Fronting the campaign is none other than style icon Sienna Miller, aka the Queen of Vintage, who dons her favourite pre-loved items, including the below faux-fur coat, showing us you don’t have to invest in the latest trends to look chic.
And the best news is you’ll be able to shop her looks at the Oxfam pop-up in Selfridges, open throughout September.
Sienna says, ‘I am delighted to be the face of Oxfam’s Second Hand September to help draw attention to how choosing second-hand fashion can be kinder for our planet. These small changes can make a huge difference. And rooting around in a charity shop is like hunting for treasure. Be a magpie! #secondhandseptember’
The Oxfam/Selfridges pop-up shop, which is styled by Oxfam’s independent fashion advisor Bay Garnett, celebrates all the vintage treasures that can be unearthed in Oxfam shops, such as heritage tweed or sheepskin coats, punk-inspired clothes with zips and studs and velvet dresses.
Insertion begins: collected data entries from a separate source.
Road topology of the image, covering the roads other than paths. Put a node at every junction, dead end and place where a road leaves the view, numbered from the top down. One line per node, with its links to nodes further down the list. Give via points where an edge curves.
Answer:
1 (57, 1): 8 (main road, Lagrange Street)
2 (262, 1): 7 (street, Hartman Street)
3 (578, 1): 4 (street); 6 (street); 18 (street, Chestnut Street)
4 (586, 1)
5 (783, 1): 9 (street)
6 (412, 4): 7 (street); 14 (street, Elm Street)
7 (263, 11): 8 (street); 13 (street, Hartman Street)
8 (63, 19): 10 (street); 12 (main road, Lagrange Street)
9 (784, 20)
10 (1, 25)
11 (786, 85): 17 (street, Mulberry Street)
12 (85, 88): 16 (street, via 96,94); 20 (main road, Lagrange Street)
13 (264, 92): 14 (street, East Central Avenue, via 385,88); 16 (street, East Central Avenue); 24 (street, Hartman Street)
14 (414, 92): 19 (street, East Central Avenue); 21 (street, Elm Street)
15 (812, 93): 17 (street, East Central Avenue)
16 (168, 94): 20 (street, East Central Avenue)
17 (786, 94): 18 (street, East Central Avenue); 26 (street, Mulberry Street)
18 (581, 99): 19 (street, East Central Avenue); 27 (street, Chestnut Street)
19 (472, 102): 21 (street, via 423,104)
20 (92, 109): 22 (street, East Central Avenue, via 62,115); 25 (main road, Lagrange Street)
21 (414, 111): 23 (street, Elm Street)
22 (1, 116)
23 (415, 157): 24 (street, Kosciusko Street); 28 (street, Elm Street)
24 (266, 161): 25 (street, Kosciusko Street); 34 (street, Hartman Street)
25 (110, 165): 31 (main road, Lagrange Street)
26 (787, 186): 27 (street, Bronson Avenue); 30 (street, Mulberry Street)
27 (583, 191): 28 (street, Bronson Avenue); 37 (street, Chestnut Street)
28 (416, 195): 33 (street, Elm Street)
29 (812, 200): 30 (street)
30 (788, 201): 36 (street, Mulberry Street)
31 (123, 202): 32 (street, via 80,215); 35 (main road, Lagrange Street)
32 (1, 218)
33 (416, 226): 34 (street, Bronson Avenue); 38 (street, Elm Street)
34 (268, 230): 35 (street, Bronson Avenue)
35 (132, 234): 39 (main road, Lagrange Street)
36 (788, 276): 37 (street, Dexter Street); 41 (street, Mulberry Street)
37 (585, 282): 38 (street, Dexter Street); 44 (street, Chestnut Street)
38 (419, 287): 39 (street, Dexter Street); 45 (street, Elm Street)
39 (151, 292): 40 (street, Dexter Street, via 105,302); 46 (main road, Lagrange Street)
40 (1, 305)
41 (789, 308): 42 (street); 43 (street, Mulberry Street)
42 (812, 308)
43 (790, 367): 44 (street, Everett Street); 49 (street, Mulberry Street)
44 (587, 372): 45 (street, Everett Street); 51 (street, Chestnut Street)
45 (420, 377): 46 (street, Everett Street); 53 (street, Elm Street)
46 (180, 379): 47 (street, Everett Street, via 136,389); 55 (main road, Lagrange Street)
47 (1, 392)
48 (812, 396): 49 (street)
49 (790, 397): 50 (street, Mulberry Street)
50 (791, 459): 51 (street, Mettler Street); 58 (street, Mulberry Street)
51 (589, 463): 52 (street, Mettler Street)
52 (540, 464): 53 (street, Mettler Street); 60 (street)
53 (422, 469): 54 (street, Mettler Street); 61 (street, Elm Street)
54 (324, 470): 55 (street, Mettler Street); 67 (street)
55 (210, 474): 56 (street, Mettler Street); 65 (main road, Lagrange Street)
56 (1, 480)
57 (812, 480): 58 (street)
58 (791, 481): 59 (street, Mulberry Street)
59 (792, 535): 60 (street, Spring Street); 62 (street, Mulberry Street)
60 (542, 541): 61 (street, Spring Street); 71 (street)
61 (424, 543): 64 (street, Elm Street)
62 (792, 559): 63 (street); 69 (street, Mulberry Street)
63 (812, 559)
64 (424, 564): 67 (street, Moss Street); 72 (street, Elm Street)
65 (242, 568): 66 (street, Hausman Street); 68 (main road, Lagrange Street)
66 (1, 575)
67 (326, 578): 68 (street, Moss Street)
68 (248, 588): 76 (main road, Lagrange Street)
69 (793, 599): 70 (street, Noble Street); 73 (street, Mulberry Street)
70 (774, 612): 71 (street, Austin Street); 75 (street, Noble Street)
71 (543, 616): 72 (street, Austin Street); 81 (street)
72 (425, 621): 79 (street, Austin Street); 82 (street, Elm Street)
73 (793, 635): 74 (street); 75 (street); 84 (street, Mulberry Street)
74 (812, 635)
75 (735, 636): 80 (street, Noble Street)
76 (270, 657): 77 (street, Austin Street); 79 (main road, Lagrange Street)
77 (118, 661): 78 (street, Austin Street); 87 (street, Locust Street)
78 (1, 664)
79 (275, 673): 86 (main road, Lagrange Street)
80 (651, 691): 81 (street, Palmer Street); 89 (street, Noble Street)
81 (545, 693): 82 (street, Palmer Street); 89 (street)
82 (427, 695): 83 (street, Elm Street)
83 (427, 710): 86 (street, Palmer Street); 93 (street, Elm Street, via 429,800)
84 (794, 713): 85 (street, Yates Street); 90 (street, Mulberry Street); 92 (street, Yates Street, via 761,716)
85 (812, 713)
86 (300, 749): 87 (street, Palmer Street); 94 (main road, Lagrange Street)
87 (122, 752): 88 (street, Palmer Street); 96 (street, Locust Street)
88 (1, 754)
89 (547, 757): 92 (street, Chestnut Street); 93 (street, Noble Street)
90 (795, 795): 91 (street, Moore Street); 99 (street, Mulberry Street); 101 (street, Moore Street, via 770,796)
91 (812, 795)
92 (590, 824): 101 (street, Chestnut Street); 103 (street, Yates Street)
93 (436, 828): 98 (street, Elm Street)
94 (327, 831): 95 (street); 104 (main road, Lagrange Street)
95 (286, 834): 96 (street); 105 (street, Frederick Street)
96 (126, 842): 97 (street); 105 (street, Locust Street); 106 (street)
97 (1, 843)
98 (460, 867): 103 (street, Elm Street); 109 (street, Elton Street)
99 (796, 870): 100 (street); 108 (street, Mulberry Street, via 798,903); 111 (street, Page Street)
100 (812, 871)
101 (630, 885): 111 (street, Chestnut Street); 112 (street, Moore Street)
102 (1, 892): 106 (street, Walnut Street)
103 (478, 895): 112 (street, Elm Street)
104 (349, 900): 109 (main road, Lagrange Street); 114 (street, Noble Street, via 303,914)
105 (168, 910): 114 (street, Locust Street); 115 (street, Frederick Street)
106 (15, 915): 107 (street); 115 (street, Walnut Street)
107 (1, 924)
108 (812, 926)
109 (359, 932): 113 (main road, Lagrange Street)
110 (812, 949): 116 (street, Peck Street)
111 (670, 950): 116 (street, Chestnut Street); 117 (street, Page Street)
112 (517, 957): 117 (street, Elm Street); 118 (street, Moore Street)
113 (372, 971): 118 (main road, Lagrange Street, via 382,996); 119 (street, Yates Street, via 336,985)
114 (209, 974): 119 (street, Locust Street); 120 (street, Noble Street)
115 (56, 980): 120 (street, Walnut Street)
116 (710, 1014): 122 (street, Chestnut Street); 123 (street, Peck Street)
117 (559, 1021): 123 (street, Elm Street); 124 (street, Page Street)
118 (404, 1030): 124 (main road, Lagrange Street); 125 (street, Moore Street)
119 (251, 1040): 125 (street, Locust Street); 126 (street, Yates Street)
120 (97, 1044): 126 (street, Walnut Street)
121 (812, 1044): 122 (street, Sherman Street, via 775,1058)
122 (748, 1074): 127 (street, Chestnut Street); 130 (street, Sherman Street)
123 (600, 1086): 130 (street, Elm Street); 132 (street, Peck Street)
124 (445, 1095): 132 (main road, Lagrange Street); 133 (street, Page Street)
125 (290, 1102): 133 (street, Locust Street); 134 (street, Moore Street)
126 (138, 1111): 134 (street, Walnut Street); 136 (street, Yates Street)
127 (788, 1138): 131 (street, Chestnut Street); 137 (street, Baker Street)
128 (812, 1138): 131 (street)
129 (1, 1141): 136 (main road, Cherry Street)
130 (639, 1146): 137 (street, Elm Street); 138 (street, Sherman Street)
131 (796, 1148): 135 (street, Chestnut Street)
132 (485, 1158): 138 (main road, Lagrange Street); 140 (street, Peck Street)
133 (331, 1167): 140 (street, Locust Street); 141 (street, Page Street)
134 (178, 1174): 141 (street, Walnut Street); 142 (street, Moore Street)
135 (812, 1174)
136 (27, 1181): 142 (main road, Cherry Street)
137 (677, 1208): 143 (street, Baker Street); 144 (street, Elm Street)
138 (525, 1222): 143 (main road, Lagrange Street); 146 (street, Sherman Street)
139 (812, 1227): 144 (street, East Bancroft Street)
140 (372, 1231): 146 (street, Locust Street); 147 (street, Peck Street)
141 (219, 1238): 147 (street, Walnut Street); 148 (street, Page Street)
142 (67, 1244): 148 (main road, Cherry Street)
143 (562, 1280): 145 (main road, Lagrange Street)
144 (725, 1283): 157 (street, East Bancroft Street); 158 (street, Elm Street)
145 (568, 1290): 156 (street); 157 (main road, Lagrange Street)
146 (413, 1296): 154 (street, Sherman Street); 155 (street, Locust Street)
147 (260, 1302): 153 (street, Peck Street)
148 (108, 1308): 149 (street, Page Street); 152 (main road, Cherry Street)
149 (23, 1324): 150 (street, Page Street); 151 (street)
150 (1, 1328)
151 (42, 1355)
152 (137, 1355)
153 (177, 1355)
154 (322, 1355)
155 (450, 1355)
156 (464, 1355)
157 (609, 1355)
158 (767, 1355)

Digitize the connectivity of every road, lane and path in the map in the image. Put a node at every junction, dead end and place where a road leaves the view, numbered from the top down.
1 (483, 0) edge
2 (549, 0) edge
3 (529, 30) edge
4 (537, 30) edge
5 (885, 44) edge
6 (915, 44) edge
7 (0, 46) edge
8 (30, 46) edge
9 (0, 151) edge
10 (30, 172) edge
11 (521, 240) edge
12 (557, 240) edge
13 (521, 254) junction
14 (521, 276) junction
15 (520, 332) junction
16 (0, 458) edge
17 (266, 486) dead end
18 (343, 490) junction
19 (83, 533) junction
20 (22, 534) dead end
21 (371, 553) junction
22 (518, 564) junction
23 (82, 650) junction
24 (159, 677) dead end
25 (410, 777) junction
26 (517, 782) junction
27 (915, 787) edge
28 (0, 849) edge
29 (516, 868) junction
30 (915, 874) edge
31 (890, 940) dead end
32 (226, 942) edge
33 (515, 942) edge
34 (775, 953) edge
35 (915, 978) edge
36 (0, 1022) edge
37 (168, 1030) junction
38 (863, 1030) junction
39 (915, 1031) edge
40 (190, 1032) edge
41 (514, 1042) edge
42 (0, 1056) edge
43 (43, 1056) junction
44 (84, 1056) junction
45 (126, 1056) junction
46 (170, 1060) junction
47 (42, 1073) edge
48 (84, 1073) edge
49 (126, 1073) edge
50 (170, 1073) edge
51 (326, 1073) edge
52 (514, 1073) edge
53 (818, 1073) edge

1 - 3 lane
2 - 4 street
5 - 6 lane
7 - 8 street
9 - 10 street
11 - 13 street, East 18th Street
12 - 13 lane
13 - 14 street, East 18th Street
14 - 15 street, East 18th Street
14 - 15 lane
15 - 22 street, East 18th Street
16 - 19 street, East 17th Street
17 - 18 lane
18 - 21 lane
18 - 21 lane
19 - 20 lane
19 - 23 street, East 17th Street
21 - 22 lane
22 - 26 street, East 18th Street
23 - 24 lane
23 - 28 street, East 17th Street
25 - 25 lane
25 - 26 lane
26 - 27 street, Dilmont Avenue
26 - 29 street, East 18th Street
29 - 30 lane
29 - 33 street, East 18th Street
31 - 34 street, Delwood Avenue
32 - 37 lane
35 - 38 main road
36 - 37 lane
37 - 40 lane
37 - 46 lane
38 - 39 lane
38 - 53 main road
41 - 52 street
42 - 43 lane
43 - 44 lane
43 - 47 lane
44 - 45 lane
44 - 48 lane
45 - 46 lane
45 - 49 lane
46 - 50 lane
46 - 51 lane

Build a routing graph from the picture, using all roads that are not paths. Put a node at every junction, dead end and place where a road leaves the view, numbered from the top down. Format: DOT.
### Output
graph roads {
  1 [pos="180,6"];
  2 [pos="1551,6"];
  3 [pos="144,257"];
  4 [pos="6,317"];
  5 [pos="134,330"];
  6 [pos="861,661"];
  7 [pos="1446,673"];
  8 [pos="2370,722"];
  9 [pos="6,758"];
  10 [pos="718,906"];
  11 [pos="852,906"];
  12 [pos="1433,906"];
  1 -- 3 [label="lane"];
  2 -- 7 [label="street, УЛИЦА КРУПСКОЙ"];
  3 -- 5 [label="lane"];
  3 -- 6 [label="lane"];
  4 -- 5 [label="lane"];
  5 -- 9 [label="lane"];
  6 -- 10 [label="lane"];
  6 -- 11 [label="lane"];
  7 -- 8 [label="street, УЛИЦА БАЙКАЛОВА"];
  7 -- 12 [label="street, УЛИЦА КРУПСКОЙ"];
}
Illustrator James Lacey, of Pointless Illustrations, has also designed a one-off T-shirt for the event which will be on sale in store.
Bay Garnett says, ‘I have always loved charity shopping – the creativity involved in putting random clothes together to make an outfit, and the independence of choosing second-hand. But aside from the fun, we all need to think about shopping second-hand with the climate emergency in mind – so that we’re using less of the planet’s virgin resources, and sending less to landfill. No matter how small our acts and choices seem, we can all make a difference. I love how the Selfridges pop-up shop brings Oxfam prices to Oxford Street, making it a choice that’s accessible to everyone’s pockets.’
According to the charity, consumers send 13 million items of clothing a week to landfill, and the textile industry accounts for up to 10 percent of the world’s greenhouse gas emissions – more than international aviation and shipping combined.